Stays of Removal Orders: Buying Time for Legal Solutions

A Stay of Removal Order is a legal document issued by the Federal Court of Canada that temporarily halts the enforcement of a removal order. This means that even though you have been ordered to leave Canada, you are allowed to stay while the Court considers your appeal or other legal argument.

Who can apply for a Stay of Removal Order?

Anyone who has received a removal order from Canada can apply for a stay. This includes:

  • Individuals who have been deemed inadmissible to enter Canada.
  • Individuals who have committed a crime in Canada.
  • Individuals who have violated the terms of their immigration status.

Reasons for Granting a Stay of Removal Order:

The Federal Court will only grant a stay if you can demonstrate that there are strong legal grounds for your appeal or other legal argument and that the balance of convenience favors allowing you to stay in Canada while your case is heard. This means you need to show that:

  • You have a strong chance of success in your appeal or legal argument.
  • You would suffer significant hardship if you were removed from Canada before your case is heard.
  • Removing you from Canada would not cause undue hardship to the Canadian government or the public.

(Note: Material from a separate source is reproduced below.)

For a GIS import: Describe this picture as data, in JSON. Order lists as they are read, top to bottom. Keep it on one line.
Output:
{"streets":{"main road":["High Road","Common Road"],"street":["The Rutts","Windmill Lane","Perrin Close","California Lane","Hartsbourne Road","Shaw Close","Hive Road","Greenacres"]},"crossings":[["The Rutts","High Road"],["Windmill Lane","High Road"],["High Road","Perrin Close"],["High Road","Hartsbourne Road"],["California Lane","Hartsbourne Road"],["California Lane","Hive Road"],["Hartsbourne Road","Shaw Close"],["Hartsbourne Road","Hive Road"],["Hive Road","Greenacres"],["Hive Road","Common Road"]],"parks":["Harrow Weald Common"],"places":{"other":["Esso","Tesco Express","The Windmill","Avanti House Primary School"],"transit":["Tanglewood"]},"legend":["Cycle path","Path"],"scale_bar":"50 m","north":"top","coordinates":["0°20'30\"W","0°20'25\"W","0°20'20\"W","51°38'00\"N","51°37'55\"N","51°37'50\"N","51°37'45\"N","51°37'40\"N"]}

Process for Applying for a Stay of Removal Order:

The process for applying for a stay of removal order is complex and requires legal expertise. You should consult with an immigration lawyer to discuss your specific case and the best course of action.

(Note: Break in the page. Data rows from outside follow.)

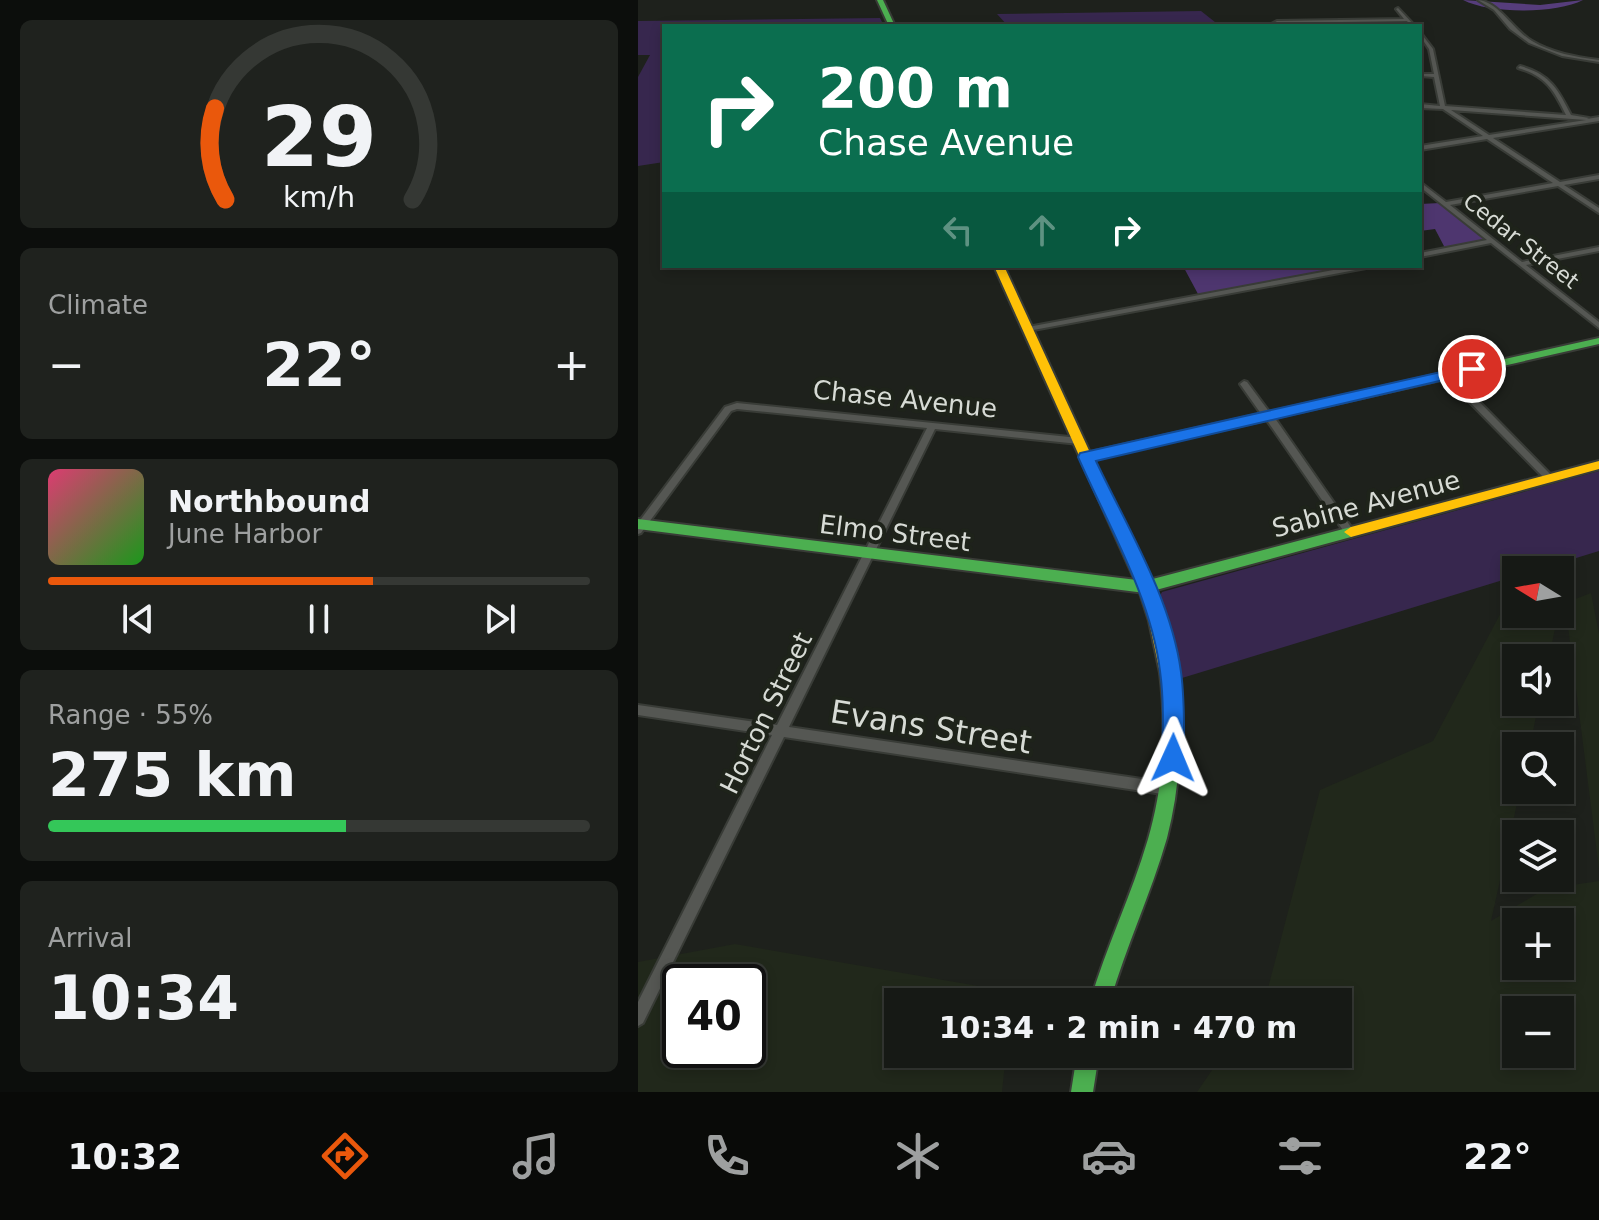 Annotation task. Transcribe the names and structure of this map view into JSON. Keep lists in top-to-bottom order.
{
  "streets": {
    "street": [
      "Cedar Street",
      "Chase Avenue",
      "Sabine Avenue",
      "Elmo Street",
      "Horton Street",
      "Evans Street"
    ]
  },
  "crossings": [
    ["Chase Avenue", "Elmo Street"],
    ["Chase Avenue", "Horton Street"],
    ["Sabine Avenue", "Elmo Street"],
    ["Elmo Street", "Horton Street"],
    ["Horton Street", "Evans Street"]
  ],
  "north": "left",
  "page": {
    "turn": ["200 m", "Chase Avenue"],
    "tile": [
      "Climate",
      ["Range · 55%", "275 km"],
      ["Arrival", "10:34"]
    ],
    "heat": ["−", "22°", "+"],
    "song": ["Northbound", "June Harbor"],
    "map_buttons": ["+", "−"],
    "limit": "40",
    "trip": "10:34 · 2 min · 470 m",
    "tabs": ["10:32", "22°"],
    "gauge": ["29", "km/h"]
  }
}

Important Points to Remember:

  • Obtaining a stay of removal order is not guaranteed.
  • The Court will carefully consider all of the evidence before making a decision.
  • Seeking legal advice is crucial to increase your chances of success.

Conclusion

Navigating immigration challenges requires diligence, knowledge, and legal expertise. By understanding the nuances of the process and seeking legal help, individuals can overcome obstacles and achieve their immigration goals.